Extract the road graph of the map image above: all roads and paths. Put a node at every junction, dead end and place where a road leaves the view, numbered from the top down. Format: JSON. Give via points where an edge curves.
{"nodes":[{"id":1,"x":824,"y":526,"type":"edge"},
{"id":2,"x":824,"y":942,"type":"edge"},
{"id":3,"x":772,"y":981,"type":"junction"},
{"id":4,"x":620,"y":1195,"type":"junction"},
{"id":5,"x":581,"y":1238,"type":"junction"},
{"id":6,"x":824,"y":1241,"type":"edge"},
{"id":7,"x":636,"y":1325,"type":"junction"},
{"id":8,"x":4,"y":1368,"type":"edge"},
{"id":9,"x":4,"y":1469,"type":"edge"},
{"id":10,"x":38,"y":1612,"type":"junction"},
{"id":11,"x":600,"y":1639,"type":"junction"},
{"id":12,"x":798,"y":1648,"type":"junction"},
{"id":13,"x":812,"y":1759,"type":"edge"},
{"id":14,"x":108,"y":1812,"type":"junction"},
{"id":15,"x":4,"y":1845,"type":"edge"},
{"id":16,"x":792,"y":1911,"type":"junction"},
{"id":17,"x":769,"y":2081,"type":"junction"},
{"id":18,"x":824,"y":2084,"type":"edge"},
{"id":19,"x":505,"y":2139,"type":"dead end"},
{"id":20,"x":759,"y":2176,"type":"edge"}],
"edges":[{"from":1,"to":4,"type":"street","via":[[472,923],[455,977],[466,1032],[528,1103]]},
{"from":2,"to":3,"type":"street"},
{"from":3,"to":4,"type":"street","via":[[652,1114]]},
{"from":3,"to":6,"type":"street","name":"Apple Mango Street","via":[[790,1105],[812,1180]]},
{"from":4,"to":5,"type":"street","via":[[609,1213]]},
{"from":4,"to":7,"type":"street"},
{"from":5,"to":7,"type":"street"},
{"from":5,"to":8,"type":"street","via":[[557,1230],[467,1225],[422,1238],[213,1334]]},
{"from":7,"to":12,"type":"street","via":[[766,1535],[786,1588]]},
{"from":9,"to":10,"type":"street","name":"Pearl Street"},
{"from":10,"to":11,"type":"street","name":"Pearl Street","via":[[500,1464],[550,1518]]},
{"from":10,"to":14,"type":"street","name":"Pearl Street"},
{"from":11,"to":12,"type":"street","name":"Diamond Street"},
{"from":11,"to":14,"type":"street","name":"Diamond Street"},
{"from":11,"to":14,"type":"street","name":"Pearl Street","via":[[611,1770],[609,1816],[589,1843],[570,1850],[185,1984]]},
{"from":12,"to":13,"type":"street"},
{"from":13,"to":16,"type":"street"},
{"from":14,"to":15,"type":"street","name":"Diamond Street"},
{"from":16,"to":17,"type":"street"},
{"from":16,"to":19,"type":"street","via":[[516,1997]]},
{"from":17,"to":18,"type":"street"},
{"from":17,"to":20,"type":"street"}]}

::::

- [Exercise requirements]: When you answer, retype all of the material exactly as it appears above.

- [Finished task]:
Extract the road graph of the map image above: all roads and paths. Put a node at every junction, dead end and place where a road leaves the view, numbered from the top down. Format: JSON. Give via points where an edge curves.
{"nodes":[{"id":1,"x":824,"y":526,"type":"edge"},
{"id":2,"x":824,"y":942,"type":"edge"},
{"id":3,"x":772,"y":981,"type":"junction"},
{"id":4,"x":620,"y":1195,"type":"junction"},
{"id":5,"x":581,"y":1238,"type":"junction"},
{"id":6,"x":824,"y":1241,"type":"edge"},
{"id":7,"x":636,"y":1325,"type":"junction"},
{"id":8,"x":4,"y":1368,"type":"edge"},
{"id":9,"x":4,"y":1469,"type":"edge"},
{"id":10,"x":38,"y":1612,"type":"junction"},
{"id":11,"x":600,"y":1639,"type":"junction"},
{"id":12,"x":798,"y":1648,"type":"junction"},
{"id":13,"x":812,"y":1759,"type":"edge"},
{"id":14,"x":108,"y":1812,"type":"junction"},
{"id":15,"x":4,"y":1845,"type":"edge"},
{"id":16,"x":792,"y":1911,"type":"junction"},
{"id":17,"x":769,"y":2081,"type":"junction"},
{"id":18,"x":824,"y":2084,"type":"edge"},
{"id":19,"x":505,"y":2139,"type":"dead end"},
{"id":20,"x":759,"y":2176,"type":"edge"}],
"edges":[{"from":1,"to":4,"type":"street","via":[[472,923],[455,977],[466,1032],[528,1103]]},
{"from":2,"to":3,"type":"street"},
{"from":3,"to":4,"type":"street","via":[[652,1114]]},
{"from":3,"to":6,"type":"street","name":"Apple Mango Street","via":[[790,1105],[812,1180]]},
{"from":4,"to":5,"type":"street","via":[[609,1213]]},
{"from":4,"to":7,"type":"street"},
{"from":5,"to":7,"type":"street"},
{"from":5,"to":8,"type":"street","via":[[557,1230],[467,1225],[422,1238],[213,1334]]},
{"from":7,"to":12,"type":"street","via":[[766,1535],[786,1588]]},
{"from":9,"to":10,"type":"street","name":"Pearl Street"},
{"from":10,"to":11,"type":"street","name":"Pearl Street","via":[[500,1464],[550,1518]]},
{"from":10,"to":14,"type":"street","name":"Pearl Street"},
{"from":11,"to":12,"type":"street","name":"Diamond Street"},
{"from":11,"to":14,"type":"street","name":"Diamond Street"},
{"from":11,"to":14,"type":"street","name":"Pearl Street","via":[[611,1770],[609,1816],[589,1843],[570,1850],[185,1984]]},
{"from":12,"to":13,"type":"street"},
{"from":13,"to":16,"type":"street"},
{"from":14,"to":15,"type":"street","name":"Diamond Street"},
{"from":16,"to":17,"type":"street"},
{"from":16,"to":19,"type":"street","via":[[516,1997]]},
{"from":17,"to":18,"type":"street"},
{"from":17,"to":20,"type":"street"}]}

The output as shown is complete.